[发明专利]一种重组毕赤酵母及其构建方法和在高效制备15α-左旋乙基甾烯二酮中的应用

权利要求书

1.一种重组毕赤酵母，所述重组毕赤酵母是在毕赤酵母基因组中插入有雷斯青霉甾体羟化酶基因PRH和酿酒酵母葡糖6-磷酸脱氢酶基因ZWF1；

所述雷斯青霉甾体羟化酶基因PRH插入毕赤酵母基因组His4位点；

所述酿酒酵母葡糖6-磷酸脱氢酶基因ZWF1插入毕赤酵母基因组5’AOX1位点；

所述雷斯青霉甾体羟化酶基因PRH的核苷酸序列如SEQ ID NO.1所示；

所述酿酒酵母葡糖6-磷酸脱氢酶基因ZWF1的核苷酸序列如SEQ ID NO.2所示。

2.权利要求1所述重组毕赤酵母的构建方法，包括以下步骤：

S1.将雷斯青霉甾体羟化酶基因PRH插入到pPIC3.5K中，得到第一重组质粒；

S2.将酿酒酵母葡糖6-磷酸脱氢酶基因ZWF1插入到pPICZ中，得到第二重组质粒；

S3.将所述第一重组质粒经限制性内切酶Sal I线性化和所述第二重组质粒经限制性内切酶Sac I进行线性化后，电击转化毕赤酵母，得到重组毕赤酵母；

所述步骤S1和S2之间没有时间顺序限制。

3.根据权利要求2所述的构建方法，其特征在于，所述雷斯青霉甾体羟化酶基因PRH在pPIC3.5K中的插入位点为EcoR I和Not I；所述酿酒酵母葡糖6-磷酸脱氢酶基因ZWF1在pPICZ中的插入位点为EcoR I和Xba I。

4.根据权利要求2所述的构建方法，其特征在于，步骤S3中所述毕赤酵母包括毕赤酵母GS115。

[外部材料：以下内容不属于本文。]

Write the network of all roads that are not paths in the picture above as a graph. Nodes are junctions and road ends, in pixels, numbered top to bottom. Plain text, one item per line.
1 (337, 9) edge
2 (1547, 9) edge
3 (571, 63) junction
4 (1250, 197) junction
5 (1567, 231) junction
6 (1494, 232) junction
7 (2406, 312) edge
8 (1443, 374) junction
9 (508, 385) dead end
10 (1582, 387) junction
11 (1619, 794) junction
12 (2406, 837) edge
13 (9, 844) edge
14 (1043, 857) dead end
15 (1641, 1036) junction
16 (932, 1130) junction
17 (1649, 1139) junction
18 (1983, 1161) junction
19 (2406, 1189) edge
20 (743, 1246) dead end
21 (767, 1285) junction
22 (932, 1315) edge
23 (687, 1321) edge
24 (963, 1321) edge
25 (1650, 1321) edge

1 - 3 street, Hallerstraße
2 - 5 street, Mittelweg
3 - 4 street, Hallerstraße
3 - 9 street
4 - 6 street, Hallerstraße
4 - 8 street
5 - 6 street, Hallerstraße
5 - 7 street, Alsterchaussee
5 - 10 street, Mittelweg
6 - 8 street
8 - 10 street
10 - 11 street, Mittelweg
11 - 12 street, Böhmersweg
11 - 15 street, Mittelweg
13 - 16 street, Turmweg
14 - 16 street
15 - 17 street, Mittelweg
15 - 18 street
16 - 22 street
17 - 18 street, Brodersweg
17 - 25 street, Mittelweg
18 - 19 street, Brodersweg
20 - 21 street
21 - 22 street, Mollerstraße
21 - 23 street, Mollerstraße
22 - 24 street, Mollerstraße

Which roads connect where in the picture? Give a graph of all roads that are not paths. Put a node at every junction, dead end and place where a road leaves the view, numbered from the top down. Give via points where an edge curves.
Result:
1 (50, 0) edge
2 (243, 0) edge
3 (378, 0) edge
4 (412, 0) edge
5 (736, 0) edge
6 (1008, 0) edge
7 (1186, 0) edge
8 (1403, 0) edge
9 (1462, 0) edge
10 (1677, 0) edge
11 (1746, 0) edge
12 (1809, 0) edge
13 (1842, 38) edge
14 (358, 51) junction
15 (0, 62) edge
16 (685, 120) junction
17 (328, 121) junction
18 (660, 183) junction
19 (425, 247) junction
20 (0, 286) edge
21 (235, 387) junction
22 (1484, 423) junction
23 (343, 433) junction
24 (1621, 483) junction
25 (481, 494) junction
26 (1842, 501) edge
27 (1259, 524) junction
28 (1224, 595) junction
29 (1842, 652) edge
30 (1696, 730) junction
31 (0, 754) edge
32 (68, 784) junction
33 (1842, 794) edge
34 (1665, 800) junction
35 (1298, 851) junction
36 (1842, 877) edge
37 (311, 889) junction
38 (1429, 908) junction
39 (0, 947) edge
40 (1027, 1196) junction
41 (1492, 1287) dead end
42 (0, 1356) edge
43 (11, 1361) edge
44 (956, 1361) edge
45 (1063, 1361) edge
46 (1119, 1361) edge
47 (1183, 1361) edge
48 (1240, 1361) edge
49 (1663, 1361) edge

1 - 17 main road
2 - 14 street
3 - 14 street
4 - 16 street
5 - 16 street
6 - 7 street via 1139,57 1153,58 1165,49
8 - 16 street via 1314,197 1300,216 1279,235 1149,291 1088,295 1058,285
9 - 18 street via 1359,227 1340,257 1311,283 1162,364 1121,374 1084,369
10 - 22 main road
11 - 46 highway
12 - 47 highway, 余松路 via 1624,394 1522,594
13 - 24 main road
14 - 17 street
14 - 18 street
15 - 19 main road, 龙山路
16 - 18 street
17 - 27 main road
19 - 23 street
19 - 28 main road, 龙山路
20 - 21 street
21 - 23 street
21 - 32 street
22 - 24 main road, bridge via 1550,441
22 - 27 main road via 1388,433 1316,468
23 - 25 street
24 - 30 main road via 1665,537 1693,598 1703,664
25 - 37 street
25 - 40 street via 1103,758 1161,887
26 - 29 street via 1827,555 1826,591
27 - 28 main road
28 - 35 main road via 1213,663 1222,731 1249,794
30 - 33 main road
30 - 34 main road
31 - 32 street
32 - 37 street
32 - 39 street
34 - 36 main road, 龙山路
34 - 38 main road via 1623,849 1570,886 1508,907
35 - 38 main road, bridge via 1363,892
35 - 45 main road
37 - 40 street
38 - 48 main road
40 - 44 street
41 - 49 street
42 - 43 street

5.权利要求1所述重组毕赤酵母在高效制备15α-左旋乙基甾烯二酮中的应用，包括以下步骤：

1)将所述重组毕赤酵母接种于种子培养基，200r/min，28～30℃下进行种子培养，至菌液OD₆₀₀为11～13，得到种子液；

2)将所述种子液接种至发酵培养基，于28～30℃、溶解氧含量值高于20％的条件下，进行发酵培养，至发酵体系中甘油耗尽；

3)在所述发酵体系中甘油耗尽后，以19.92mL/(L·h)的速率向发酵体系中流加微量元素甘油水溶液，至溶解氧含量低于20％时停止流加，继续进行发酵培养至甘油再次耗尽，在甘油耗尽的条件下，菌体保持饥饿状态1h；所述微量元素甘油水溶液包括体积百分含量为45％～55％的甘油和12mL/L的微量元素水溶液；

4)在所述菌体保持饥饿状态1h后，溶解氧含量为100％，以3.61mL/(L·h)的速率向发酵体系中第一次流加微量元素甲醇溶液，至溶解氧含量低于20％时停止流加，于28～30℃的条件下，进行第一诱导培养2h；以7.22mL/(L·h)的速率向发酵体系中第二次流加微量元素甲醇溶液2h；

5)在第二次流加微量元素甲醇溶液2h后，以10.89mL/(L·h)的速率向流加左旋乙基甾烯二酮甲醇溶液，至发酵体系中左旋乙基甾烯二酮的浓度为8g/L，控制溶解氧含量始终高于20％，于28～30℃的条件下反应直至左旋乙基甾烯二酮完全转化；

步骤2)中所述发酵培养基以水为溶剂，包括以下组分：85％磷酸26.7mL/L、CaSO₄ 0.93g/L、K₂SO₄ 18.2 g/L、MgSO₄ 7.27 g/L、KOH 4.13g/L、Tween80 0.6mL/L、甘油40g/L和体积百分含量为0.43％的微量元素水溶液；所述发酵培养基的pH值为5.0；

步骤4)中所述微量元素甲醇溶液是以甲醇为基础，还包括12mL/L的微量元素水溶液；

步骤5)中所述左旋乙基甾烯二酮甲醇溶液是以甲醇为基础，还包括12mL/L的微量元素水溶液和4～5g/L的左旋乙基甾烯二酮；

所述微量元素水溶液以水为溶剂，包括以下浓度的组分：CuSO₄·5H₂O 6.0g/L，NaI0.08g/L，MnSO₄·H₂O 3.0g/L，NaMoO₄·2H₂O 0.2g/L，H₃BO₃ 0.02g/L，CoCl₂ 0.5g/L，ZnCl₂20.0g/L、FeSO₄·7H₂O 65.0g/L、生物素0.2g/L和硫酸5.0mL/L。